## What to produce
Which lines below fall between the one containing "f3, paint, 2.75, 0);" and the one containing "<!DOCTYPE html>"? Repeat them exactly, counting both of those lines, and add nothing else.

## Recorded data

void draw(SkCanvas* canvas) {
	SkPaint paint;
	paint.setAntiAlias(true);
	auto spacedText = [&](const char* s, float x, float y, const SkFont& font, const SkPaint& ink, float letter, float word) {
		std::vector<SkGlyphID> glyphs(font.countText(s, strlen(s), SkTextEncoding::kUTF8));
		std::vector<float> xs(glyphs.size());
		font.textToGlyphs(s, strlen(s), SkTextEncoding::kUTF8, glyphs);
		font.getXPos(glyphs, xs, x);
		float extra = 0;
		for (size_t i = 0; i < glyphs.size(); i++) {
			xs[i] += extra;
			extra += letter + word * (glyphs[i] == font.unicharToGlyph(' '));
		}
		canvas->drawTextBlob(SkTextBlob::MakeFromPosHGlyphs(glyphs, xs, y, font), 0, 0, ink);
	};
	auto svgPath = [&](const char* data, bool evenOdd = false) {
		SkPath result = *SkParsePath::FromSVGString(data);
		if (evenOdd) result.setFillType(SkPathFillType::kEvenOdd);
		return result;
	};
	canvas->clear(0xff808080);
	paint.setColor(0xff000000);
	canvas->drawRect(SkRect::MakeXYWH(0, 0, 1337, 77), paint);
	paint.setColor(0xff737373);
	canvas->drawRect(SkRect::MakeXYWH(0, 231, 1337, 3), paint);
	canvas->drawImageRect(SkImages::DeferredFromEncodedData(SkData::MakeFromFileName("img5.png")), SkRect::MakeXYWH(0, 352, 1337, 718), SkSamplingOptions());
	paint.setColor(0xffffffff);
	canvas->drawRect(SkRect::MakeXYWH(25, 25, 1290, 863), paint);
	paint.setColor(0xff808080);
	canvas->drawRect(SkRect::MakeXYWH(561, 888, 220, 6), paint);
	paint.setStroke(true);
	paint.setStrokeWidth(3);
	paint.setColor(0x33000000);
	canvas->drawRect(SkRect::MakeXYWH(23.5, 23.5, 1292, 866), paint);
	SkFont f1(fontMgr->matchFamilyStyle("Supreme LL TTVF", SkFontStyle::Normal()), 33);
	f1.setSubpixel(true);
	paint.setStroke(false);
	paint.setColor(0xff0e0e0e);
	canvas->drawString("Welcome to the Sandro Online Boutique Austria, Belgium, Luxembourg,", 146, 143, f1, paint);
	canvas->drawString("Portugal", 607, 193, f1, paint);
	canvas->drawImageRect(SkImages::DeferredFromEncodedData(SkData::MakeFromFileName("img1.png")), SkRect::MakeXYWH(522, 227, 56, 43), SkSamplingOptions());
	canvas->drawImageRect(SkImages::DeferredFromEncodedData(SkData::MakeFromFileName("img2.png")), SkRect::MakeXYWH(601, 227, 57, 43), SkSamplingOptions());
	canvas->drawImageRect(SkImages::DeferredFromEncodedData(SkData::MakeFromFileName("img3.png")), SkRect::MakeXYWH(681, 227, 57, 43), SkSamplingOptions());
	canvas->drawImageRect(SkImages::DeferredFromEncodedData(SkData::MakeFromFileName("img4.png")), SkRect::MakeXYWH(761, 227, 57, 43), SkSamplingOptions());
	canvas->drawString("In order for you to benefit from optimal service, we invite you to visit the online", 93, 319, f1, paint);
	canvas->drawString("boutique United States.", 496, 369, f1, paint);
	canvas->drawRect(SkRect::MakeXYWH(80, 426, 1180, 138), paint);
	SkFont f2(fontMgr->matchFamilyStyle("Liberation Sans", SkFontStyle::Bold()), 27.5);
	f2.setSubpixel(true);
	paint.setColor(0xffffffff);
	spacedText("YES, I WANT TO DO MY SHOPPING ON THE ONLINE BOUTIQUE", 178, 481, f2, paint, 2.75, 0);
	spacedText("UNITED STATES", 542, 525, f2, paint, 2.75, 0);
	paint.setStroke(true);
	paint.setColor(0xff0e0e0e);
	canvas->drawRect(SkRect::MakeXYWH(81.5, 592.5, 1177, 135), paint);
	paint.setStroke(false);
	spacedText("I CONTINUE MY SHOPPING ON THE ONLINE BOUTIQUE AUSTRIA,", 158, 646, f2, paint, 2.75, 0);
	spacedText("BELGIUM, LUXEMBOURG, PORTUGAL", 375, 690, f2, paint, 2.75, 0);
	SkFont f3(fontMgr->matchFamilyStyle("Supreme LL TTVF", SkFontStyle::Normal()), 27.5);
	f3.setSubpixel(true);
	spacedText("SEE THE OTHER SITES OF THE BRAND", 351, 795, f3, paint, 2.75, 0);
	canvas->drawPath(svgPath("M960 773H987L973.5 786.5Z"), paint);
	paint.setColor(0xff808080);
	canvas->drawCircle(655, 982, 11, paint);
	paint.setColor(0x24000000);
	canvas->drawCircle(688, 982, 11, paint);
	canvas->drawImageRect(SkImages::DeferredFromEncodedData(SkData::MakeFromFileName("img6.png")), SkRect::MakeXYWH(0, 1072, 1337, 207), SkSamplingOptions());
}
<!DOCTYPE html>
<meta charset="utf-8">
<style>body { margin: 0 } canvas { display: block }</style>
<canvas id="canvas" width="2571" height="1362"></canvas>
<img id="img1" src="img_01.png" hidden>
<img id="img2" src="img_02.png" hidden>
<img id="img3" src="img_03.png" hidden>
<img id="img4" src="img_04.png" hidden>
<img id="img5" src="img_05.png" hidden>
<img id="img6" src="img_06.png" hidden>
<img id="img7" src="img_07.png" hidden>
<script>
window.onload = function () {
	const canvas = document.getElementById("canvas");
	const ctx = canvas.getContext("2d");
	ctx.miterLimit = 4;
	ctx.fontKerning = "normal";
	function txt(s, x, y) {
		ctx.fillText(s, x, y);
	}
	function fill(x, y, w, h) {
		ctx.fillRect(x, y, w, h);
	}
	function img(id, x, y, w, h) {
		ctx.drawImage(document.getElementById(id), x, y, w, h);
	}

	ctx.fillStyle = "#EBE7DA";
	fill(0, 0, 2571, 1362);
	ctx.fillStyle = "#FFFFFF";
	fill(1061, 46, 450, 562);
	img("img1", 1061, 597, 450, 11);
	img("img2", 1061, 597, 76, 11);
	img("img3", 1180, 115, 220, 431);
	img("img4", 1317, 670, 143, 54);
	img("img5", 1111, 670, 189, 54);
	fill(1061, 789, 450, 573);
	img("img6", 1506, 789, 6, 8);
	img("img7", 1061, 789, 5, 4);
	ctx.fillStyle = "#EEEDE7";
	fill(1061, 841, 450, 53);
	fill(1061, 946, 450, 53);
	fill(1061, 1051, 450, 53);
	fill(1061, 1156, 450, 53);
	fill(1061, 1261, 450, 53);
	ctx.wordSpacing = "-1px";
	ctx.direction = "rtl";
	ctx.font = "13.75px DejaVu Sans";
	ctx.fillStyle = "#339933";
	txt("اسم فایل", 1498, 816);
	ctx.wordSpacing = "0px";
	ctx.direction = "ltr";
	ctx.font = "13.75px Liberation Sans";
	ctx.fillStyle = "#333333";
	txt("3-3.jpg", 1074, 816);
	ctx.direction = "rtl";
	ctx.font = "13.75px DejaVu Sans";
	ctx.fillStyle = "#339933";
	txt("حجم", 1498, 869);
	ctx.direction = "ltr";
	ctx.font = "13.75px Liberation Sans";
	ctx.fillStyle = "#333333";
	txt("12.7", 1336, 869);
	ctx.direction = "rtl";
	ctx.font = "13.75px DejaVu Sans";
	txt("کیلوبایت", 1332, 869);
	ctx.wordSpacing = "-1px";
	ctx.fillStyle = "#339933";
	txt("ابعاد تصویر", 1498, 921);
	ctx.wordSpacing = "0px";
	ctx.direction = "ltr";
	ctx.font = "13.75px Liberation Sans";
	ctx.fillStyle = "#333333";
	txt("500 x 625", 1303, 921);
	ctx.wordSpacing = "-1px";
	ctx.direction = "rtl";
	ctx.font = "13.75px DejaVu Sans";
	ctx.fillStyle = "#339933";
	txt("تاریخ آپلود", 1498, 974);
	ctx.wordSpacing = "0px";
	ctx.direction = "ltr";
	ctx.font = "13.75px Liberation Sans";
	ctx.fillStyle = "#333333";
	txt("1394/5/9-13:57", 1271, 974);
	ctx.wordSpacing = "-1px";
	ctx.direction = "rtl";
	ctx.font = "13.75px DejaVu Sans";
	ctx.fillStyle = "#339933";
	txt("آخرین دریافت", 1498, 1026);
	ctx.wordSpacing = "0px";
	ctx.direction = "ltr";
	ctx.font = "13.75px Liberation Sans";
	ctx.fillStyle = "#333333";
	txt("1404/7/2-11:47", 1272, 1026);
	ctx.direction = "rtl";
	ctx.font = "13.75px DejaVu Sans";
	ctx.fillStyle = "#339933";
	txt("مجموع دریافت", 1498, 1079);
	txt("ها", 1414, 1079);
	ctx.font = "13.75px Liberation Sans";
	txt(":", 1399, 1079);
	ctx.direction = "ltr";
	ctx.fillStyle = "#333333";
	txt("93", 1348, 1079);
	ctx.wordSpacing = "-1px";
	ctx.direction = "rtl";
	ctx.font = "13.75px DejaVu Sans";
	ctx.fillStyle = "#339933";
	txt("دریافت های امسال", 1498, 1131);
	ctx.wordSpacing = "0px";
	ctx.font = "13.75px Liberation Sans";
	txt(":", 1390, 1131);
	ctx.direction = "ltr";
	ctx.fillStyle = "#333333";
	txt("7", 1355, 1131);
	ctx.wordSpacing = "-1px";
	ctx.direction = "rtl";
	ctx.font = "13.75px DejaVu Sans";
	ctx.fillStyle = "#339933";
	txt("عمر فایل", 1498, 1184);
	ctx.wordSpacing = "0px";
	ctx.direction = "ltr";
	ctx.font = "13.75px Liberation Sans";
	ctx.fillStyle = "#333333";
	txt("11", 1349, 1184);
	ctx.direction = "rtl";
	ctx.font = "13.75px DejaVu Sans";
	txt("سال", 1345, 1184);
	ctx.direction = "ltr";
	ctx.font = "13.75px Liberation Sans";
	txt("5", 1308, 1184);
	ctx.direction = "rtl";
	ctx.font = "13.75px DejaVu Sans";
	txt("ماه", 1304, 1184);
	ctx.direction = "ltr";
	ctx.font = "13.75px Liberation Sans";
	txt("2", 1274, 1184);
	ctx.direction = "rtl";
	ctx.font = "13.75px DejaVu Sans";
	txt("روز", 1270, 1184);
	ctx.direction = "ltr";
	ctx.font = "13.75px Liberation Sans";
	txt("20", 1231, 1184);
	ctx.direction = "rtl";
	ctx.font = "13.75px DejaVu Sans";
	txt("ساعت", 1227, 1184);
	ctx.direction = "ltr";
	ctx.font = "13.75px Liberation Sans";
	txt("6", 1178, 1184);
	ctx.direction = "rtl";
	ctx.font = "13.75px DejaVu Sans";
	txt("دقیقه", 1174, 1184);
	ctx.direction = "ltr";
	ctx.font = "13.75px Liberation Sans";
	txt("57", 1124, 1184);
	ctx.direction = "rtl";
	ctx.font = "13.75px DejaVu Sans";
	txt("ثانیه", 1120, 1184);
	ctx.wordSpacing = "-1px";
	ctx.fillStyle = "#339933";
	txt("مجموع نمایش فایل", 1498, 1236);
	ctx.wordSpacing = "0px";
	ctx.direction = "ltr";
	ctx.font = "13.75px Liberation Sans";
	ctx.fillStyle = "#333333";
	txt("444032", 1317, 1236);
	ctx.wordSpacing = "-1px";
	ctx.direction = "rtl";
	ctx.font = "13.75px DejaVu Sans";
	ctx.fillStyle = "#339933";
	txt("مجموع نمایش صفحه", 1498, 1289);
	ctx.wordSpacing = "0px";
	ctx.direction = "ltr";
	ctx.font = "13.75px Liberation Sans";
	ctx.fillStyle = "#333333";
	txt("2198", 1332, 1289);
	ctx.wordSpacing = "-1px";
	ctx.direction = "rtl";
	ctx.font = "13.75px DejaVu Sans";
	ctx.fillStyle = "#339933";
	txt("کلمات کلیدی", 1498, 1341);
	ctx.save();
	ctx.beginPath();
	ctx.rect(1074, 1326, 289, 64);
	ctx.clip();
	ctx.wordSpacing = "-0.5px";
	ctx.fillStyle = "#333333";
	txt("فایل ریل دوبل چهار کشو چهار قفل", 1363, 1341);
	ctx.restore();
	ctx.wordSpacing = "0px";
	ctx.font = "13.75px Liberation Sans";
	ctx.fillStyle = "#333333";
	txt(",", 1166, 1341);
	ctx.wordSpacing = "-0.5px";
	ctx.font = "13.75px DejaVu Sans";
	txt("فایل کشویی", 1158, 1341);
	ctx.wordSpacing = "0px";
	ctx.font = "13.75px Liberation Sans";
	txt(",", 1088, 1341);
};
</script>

## Solution to the exercise
	spacedText("SEE THE OTHER SITES OF THE BRAND", 351, 795, f3, paint, 2.75, 0);
	canvas->drawPath(svgPath("M960 773H987L973.5 786.5Z"), paint);
	paint.setColor(0xff808080);
	canvas->drawCircle(655, 982, 11, paint);
	paint.setColor(0x24000000);
	canvas->drawCircle(688, 982, 11, paint);
	canvas->drawImageRect(SkImages::DeferredFromEncodedData(SkData::MakeFromFileName("img6.png")), SkRect::MakeXYWH(0, 1072, 1337, 207), SkSamplingOptions());
}
<!DOCTYPE html>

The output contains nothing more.